Functional Nanoparticles: Experiments, modeling, simulation
Nanoparticles and their clusters show new and interesting properties different from bulk
materials due to their extremely small size (diameter) and large specific
surface area. It is thus critical to understand the variables that control
its formation leading to a desired property. Control of nanoparticle size,
size distribution and particle-cluster formation is the first step in all these applications. To gain
further insight into the mechanism of formation of nanoparticles and its clusters, we will
first look at the way individual nanoparticles form by processes like mass transfer, reaction,
nucleation, Brownian collision, surface growth, coagulation and Ostwald
ripening, followed by interparticle forces leading to clusters of particles.
With the mechanism in place, we will build on our existing mathematical
models and computer simulation programmes, and also carry out experiments,
involving complex nanostructures, like core-shell nanoparticles, nanorods
etc.

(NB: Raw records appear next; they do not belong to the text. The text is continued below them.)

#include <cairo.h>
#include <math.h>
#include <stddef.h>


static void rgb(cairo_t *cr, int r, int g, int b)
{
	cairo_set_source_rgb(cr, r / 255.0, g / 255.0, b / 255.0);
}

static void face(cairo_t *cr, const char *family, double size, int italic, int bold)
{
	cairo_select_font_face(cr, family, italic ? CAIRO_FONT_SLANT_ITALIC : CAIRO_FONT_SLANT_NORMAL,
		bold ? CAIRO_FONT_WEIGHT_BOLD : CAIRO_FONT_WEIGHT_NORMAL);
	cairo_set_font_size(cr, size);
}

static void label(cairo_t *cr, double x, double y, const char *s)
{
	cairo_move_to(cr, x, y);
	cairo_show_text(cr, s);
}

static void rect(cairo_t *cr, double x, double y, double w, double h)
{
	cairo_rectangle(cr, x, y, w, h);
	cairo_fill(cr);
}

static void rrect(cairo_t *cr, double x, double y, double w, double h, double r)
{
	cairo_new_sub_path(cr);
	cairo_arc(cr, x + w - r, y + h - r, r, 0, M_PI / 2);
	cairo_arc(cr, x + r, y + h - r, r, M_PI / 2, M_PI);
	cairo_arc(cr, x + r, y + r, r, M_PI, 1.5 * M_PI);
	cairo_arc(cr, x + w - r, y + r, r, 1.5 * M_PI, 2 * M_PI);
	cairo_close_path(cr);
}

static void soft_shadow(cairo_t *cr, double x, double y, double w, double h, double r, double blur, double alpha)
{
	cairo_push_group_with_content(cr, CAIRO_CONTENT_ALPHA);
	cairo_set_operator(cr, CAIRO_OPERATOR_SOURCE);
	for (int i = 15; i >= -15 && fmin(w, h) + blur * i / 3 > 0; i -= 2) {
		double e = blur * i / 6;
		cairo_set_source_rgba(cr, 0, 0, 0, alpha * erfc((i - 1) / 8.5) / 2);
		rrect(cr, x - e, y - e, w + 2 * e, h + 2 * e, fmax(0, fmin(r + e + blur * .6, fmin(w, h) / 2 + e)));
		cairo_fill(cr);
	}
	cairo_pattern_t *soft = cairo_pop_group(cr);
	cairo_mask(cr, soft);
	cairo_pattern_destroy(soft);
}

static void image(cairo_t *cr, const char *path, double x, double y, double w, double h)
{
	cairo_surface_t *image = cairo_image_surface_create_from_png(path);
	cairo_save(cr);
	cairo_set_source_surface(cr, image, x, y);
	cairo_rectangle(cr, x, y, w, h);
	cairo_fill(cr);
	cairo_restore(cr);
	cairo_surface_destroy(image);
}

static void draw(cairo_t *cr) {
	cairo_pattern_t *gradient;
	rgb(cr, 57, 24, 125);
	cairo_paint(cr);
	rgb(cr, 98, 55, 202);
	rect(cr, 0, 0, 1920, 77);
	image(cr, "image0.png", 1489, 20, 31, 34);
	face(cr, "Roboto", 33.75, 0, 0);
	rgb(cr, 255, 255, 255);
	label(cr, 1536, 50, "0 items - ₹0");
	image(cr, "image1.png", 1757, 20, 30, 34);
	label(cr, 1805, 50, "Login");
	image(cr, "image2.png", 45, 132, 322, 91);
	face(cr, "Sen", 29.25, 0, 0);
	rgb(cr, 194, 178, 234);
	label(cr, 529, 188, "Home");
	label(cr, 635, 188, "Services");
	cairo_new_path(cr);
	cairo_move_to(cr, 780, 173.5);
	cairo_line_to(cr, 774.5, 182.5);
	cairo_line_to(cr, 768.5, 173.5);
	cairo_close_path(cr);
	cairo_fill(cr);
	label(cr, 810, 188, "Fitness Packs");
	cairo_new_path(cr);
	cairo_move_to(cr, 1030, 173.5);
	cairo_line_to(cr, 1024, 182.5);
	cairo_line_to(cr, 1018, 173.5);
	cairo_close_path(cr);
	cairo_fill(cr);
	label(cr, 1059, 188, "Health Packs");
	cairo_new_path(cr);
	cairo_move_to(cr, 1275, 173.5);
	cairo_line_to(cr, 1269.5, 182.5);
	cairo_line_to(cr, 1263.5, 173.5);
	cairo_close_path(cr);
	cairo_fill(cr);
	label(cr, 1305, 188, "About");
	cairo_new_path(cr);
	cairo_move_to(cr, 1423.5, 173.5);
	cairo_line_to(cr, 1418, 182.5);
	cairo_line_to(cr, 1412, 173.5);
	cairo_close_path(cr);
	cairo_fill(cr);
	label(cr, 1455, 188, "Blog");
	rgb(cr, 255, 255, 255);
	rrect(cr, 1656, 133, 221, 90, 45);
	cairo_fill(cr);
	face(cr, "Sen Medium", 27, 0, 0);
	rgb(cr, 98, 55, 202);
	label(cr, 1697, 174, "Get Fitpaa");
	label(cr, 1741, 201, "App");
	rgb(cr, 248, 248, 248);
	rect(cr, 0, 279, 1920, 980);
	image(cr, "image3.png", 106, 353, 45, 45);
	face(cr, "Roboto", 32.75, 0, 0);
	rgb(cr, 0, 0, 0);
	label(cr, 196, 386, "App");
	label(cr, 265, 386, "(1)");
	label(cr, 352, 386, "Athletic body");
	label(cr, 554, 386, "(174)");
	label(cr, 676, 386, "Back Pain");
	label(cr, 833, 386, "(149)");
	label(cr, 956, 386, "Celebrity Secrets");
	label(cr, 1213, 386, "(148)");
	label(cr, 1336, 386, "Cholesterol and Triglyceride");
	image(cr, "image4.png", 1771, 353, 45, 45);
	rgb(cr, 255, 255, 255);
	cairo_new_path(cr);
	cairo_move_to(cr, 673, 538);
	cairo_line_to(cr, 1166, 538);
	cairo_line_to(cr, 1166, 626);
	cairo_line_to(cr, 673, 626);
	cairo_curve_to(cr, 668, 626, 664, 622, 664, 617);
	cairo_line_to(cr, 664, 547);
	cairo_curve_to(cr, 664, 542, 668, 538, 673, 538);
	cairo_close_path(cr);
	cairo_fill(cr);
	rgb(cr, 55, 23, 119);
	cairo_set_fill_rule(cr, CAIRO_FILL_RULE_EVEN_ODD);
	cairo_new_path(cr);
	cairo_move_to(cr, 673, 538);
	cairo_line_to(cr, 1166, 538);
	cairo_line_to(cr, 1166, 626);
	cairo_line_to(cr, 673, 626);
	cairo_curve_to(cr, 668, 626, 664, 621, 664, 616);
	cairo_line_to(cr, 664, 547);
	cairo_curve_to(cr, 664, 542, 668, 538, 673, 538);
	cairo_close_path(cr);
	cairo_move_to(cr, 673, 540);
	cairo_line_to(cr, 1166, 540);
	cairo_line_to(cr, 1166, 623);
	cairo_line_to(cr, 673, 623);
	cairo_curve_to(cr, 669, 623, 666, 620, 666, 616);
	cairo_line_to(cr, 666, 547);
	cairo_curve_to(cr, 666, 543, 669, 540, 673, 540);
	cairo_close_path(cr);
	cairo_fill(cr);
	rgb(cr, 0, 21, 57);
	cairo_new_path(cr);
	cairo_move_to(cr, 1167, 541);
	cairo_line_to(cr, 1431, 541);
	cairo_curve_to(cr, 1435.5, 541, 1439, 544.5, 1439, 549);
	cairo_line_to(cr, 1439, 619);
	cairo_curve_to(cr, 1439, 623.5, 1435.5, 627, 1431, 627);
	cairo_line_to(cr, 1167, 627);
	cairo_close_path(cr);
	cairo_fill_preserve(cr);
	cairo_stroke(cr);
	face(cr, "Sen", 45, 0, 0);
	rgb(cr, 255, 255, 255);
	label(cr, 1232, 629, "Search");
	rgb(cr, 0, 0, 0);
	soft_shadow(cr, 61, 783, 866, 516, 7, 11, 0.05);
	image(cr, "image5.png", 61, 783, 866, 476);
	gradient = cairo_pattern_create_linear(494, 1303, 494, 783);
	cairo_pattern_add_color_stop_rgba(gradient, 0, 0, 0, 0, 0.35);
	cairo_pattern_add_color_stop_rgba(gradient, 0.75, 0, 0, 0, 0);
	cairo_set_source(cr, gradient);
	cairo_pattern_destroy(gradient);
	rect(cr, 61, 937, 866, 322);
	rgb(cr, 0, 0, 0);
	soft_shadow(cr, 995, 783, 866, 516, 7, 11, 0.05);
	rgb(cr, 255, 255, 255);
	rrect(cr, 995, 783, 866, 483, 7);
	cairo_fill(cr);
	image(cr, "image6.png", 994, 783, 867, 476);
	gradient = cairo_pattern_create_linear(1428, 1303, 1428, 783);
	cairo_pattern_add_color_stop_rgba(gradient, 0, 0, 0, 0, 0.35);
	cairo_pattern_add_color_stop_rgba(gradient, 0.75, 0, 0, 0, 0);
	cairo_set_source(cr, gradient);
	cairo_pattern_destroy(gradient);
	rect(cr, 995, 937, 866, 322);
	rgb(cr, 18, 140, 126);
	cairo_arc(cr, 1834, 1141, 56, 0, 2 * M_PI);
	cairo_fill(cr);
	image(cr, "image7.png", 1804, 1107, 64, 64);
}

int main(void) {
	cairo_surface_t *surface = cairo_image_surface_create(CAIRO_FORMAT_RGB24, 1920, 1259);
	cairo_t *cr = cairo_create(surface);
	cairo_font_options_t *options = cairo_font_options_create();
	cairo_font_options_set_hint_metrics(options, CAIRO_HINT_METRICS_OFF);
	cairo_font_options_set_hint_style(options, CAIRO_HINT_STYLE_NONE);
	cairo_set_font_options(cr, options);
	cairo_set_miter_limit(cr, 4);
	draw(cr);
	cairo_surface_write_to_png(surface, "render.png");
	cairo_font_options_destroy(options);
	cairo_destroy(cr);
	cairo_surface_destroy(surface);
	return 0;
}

Copper/silver and iron oxide/zinc oxide/silica nanoparticles will be considered as typical model
systems, since we are already developing them for either water purification
devices or for drug delivery studies, respectively. Thus, one can only do a
computational research (using molecular dynamics, population balance or
kinetic Monte Carlo) or do a combination of experiments and modeling.
There would be scope to use the model and simulation predictions with
experimental data for improving these important applications of nanotechnology.